┌──

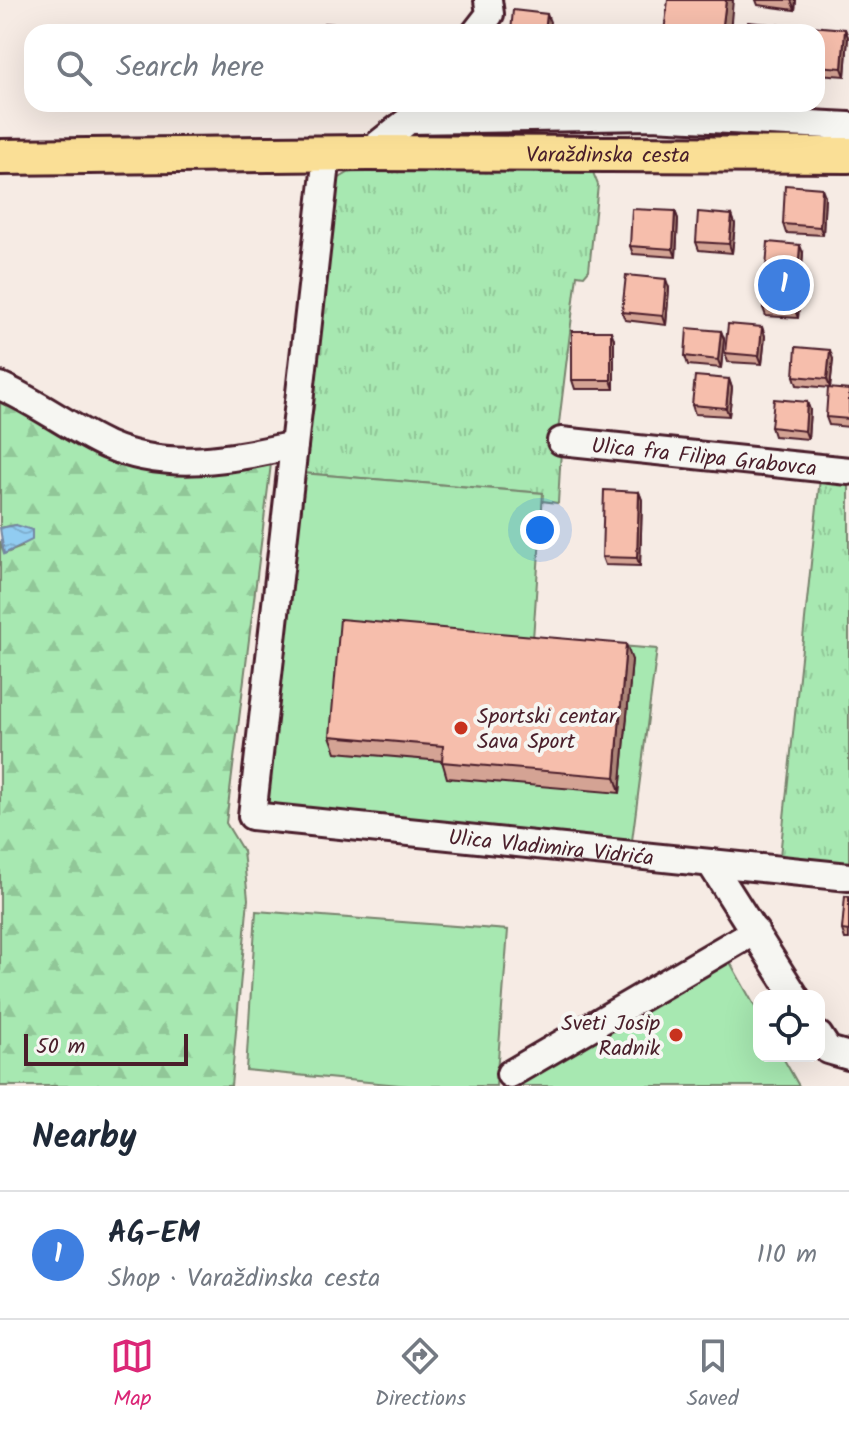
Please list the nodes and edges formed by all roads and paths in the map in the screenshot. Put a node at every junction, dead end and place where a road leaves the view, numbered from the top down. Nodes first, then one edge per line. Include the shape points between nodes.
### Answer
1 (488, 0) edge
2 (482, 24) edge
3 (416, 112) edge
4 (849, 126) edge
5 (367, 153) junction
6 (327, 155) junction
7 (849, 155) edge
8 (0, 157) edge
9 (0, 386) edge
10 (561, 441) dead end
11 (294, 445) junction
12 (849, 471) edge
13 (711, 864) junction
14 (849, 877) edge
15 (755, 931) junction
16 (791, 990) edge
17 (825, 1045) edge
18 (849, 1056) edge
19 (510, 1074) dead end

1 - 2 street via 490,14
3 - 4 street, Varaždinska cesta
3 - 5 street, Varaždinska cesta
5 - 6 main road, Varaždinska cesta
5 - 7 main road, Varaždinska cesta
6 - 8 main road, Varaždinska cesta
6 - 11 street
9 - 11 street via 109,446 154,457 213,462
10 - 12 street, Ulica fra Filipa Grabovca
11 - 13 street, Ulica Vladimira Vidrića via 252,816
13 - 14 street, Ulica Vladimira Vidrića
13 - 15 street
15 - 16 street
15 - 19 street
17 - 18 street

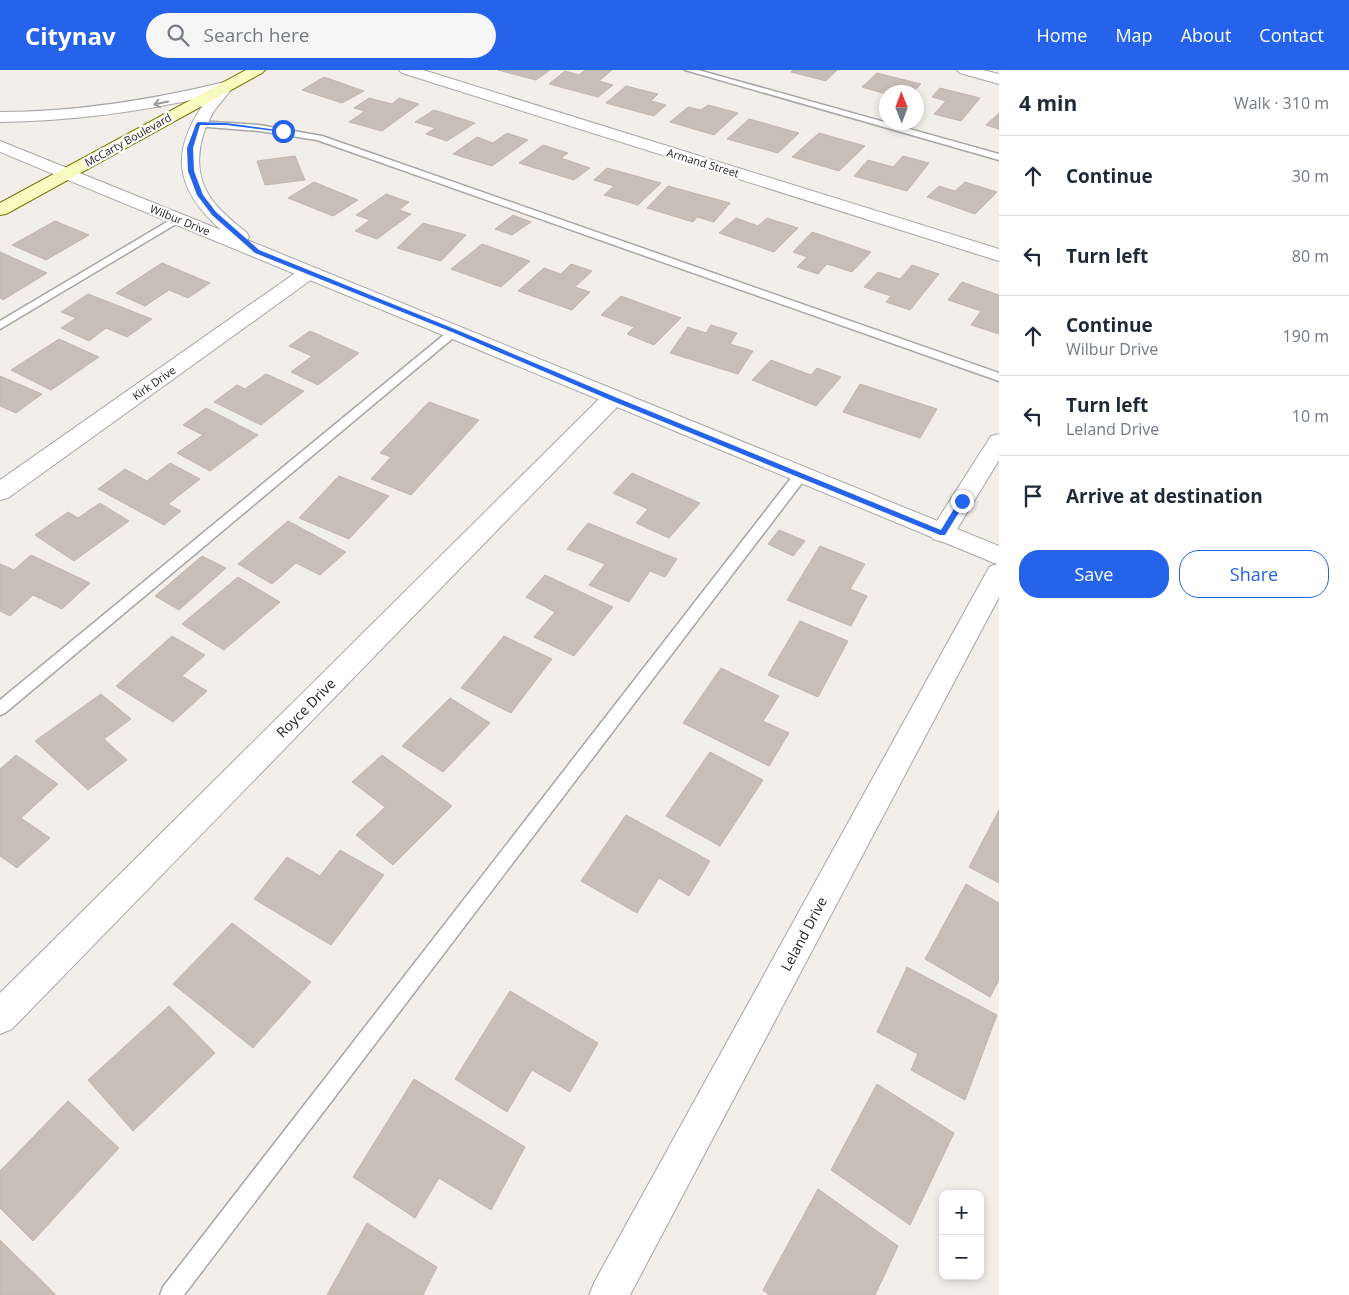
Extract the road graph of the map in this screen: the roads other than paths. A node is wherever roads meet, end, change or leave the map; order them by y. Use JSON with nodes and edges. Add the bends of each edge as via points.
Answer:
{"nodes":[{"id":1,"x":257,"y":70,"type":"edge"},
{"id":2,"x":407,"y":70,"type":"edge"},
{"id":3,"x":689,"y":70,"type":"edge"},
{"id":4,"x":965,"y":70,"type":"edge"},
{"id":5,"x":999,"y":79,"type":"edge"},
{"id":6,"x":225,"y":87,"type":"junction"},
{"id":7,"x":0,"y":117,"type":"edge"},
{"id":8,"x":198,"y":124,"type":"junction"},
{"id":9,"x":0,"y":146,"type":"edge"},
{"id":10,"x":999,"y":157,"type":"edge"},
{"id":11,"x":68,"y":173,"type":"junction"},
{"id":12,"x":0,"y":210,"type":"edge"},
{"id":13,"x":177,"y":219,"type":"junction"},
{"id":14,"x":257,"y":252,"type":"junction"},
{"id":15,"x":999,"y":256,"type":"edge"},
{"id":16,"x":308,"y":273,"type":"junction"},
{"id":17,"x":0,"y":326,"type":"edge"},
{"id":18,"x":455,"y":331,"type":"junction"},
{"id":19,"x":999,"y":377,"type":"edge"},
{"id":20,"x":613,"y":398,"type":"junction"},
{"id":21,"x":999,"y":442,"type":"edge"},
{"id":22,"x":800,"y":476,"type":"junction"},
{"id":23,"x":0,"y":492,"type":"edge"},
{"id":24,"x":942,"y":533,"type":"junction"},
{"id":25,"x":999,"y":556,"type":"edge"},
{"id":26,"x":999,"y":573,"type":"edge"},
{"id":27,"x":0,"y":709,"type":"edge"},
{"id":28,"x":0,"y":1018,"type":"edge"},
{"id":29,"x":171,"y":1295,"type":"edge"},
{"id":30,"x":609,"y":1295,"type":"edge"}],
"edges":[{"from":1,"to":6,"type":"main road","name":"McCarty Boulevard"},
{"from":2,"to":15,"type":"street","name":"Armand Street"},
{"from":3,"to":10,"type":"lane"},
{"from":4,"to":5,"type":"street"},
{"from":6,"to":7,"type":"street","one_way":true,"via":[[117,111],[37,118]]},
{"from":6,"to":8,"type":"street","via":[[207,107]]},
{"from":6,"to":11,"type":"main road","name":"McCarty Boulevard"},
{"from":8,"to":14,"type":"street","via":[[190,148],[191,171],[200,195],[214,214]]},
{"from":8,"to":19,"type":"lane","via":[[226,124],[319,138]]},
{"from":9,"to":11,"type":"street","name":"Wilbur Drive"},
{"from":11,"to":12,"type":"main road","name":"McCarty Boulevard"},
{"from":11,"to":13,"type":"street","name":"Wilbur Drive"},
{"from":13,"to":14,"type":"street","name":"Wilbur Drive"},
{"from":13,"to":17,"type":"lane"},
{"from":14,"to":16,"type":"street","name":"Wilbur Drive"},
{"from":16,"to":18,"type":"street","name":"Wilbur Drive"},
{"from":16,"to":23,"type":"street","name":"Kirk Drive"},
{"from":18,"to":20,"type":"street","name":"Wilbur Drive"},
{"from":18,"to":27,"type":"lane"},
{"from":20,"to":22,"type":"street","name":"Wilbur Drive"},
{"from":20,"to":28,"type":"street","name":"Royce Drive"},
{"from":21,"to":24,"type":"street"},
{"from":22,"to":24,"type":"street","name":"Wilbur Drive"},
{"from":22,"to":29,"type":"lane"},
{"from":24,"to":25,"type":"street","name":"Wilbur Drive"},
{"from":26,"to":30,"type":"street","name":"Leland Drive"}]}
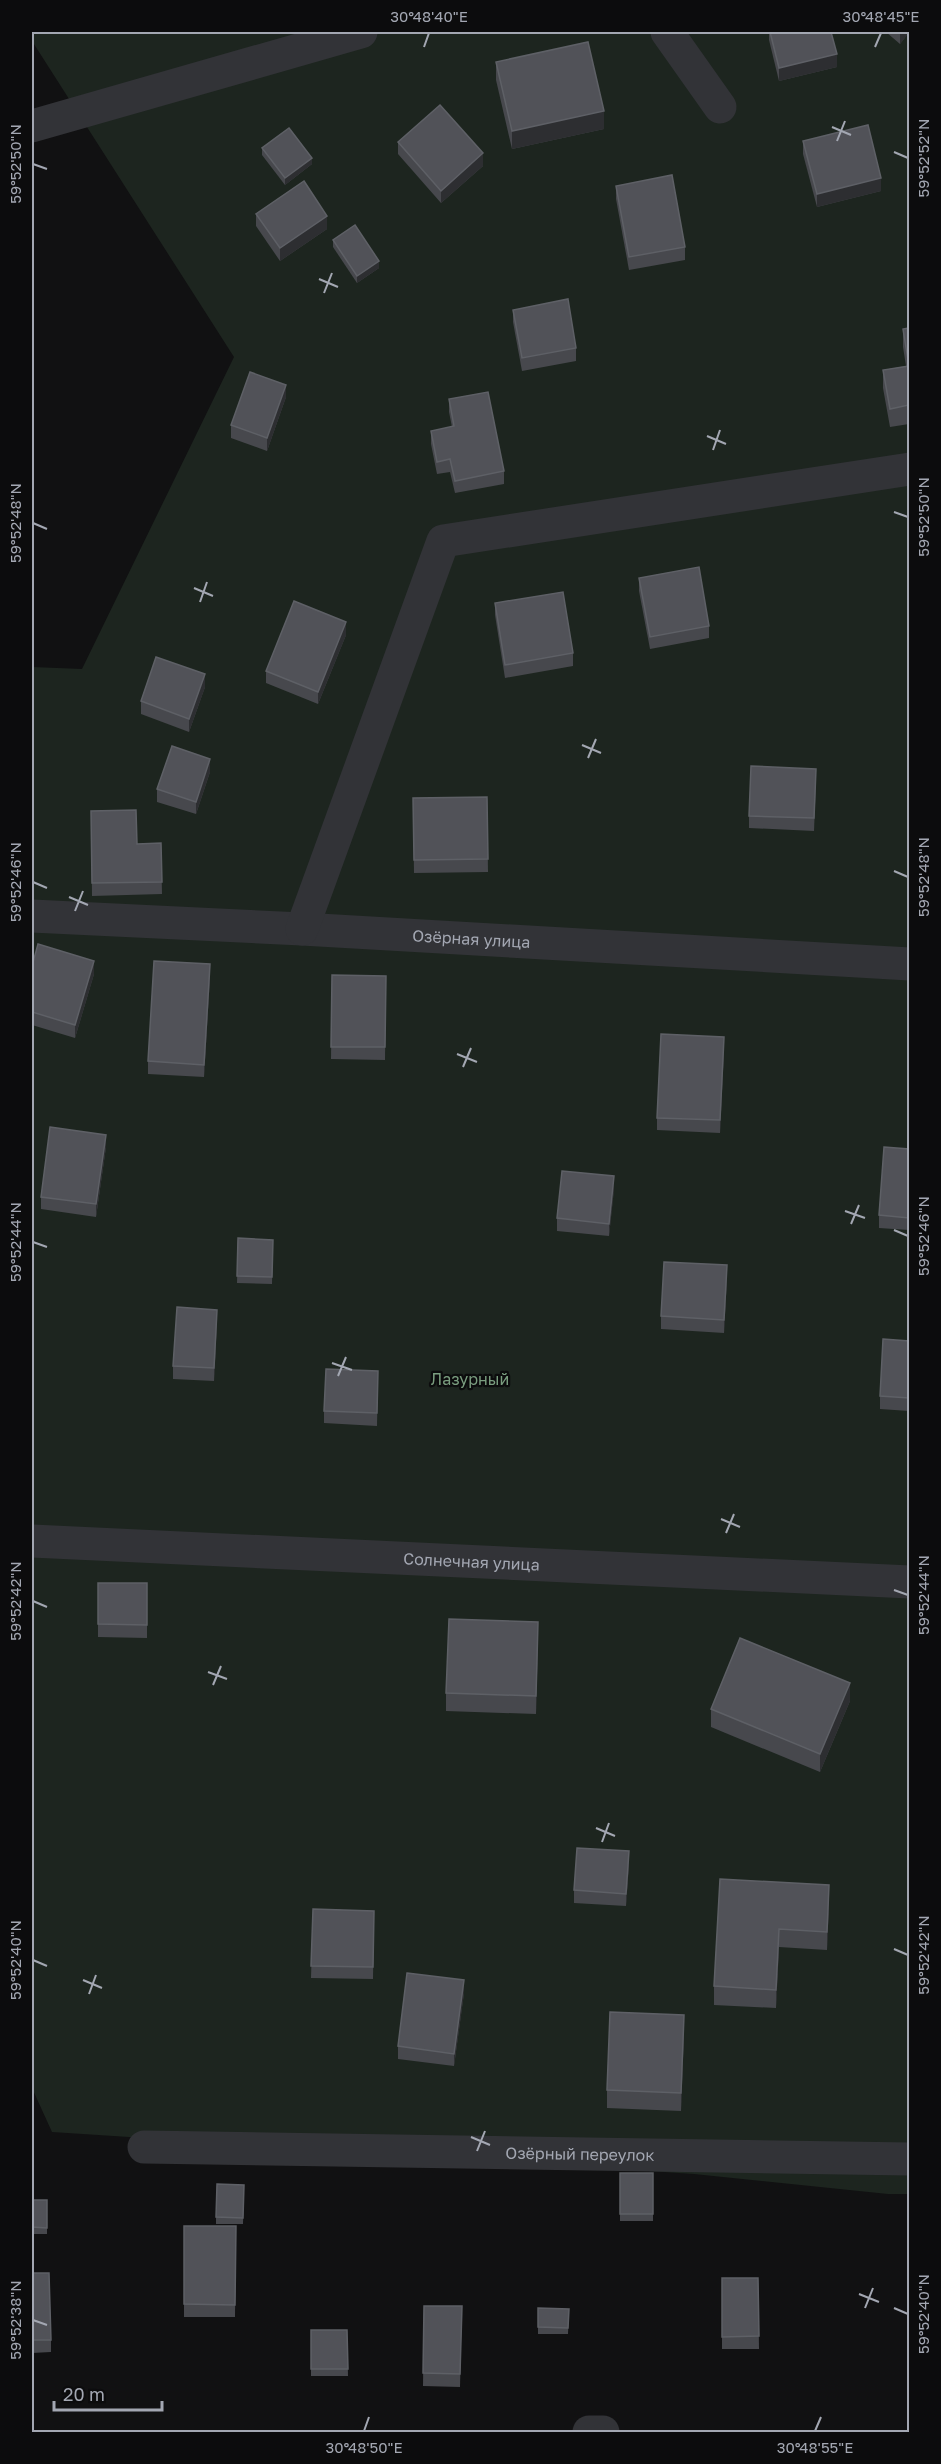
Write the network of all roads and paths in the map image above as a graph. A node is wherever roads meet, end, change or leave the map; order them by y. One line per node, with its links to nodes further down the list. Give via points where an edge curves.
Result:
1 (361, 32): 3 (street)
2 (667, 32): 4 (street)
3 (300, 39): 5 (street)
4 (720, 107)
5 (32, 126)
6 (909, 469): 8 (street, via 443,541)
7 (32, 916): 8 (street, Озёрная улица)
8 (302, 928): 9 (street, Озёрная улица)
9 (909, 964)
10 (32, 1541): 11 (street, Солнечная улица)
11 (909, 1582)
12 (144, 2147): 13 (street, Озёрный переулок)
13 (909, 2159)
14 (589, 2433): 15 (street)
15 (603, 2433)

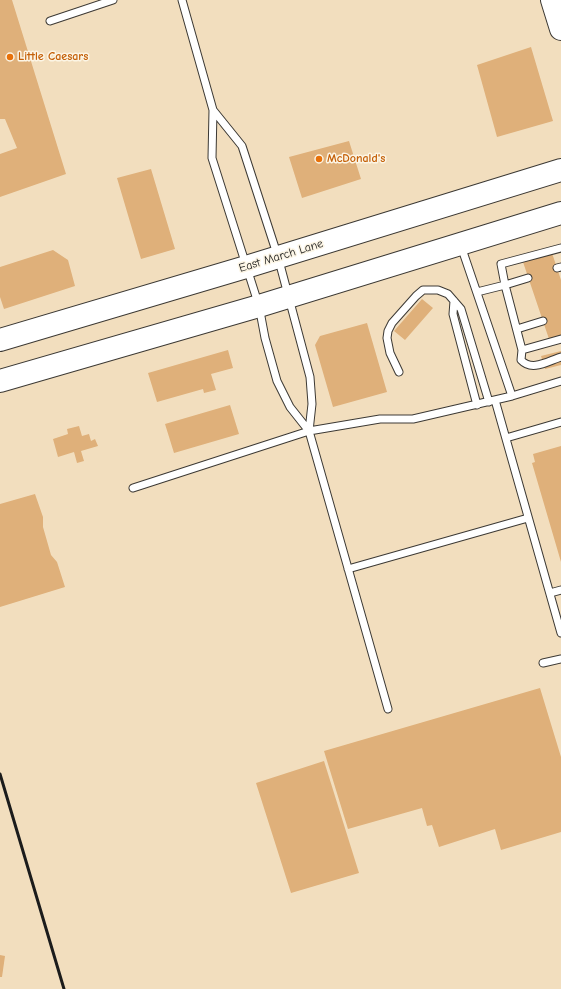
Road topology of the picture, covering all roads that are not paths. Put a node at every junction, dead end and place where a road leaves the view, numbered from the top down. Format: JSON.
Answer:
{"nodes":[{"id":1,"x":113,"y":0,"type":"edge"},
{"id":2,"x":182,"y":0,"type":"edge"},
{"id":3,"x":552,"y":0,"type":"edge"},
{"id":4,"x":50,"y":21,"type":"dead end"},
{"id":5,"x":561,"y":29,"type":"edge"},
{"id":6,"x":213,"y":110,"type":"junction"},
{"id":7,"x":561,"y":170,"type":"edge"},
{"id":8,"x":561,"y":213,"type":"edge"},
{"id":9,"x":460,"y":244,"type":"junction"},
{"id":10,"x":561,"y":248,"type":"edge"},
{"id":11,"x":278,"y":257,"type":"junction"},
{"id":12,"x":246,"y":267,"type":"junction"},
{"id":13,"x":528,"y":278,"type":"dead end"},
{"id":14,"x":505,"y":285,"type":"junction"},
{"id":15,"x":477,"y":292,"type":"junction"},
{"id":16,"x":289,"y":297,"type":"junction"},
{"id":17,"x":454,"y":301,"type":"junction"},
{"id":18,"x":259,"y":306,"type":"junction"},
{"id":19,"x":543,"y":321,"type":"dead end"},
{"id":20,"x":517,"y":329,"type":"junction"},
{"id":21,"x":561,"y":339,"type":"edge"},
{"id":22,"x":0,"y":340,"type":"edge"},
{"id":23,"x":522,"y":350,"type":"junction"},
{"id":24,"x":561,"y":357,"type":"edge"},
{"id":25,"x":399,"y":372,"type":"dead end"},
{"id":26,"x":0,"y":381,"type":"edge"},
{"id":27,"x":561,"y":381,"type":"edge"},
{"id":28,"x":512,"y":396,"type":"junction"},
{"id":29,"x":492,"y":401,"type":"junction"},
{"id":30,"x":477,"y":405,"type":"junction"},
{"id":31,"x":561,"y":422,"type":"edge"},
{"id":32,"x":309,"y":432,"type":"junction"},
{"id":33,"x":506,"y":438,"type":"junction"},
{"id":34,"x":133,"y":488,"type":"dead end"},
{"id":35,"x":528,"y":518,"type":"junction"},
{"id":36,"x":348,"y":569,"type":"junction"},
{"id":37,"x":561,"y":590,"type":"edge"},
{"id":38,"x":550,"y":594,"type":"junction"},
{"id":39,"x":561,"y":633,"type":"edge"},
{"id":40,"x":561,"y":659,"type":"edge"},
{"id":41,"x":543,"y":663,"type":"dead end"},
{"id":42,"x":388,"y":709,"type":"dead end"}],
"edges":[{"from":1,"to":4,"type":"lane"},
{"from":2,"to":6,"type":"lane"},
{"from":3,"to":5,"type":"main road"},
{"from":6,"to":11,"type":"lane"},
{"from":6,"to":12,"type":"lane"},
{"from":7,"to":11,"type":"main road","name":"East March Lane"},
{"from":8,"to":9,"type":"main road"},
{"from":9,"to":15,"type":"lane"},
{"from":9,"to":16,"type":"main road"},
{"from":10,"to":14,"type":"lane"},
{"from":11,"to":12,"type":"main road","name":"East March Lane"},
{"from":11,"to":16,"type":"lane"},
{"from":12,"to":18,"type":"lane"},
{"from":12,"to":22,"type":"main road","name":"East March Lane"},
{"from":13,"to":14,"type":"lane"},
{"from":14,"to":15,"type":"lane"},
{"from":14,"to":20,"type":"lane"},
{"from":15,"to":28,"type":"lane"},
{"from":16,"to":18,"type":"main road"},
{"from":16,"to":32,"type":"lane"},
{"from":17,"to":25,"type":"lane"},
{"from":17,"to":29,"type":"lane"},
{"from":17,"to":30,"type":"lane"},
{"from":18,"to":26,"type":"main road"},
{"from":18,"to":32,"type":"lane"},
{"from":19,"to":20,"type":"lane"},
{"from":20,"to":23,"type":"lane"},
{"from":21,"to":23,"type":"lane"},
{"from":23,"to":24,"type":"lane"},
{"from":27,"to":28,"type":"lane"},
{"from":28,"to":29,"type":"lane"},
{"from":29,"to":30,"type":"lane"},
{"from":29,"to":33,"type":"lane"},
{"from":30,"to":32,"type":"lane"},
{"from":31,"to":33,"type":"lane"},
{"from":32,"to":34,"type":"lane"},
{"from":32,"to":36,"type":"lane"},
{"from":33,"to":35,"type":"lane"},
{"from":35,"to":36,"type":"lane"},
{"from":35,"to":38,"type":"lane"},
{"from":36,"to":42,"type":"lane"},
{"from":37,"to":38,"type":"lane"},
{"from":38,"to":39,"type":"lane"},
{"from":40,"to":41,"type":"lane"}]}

└──

Requirement:
Report all lines of the data above that include the string "Ulica".

Answer to this problem:
10 - 12 street, Ulica fra Filipa Grabovca
11 - 13 street, Ulica Vladimira Vidrića via 252,816
13 - 14 street, Ulica Vladimira Vidrića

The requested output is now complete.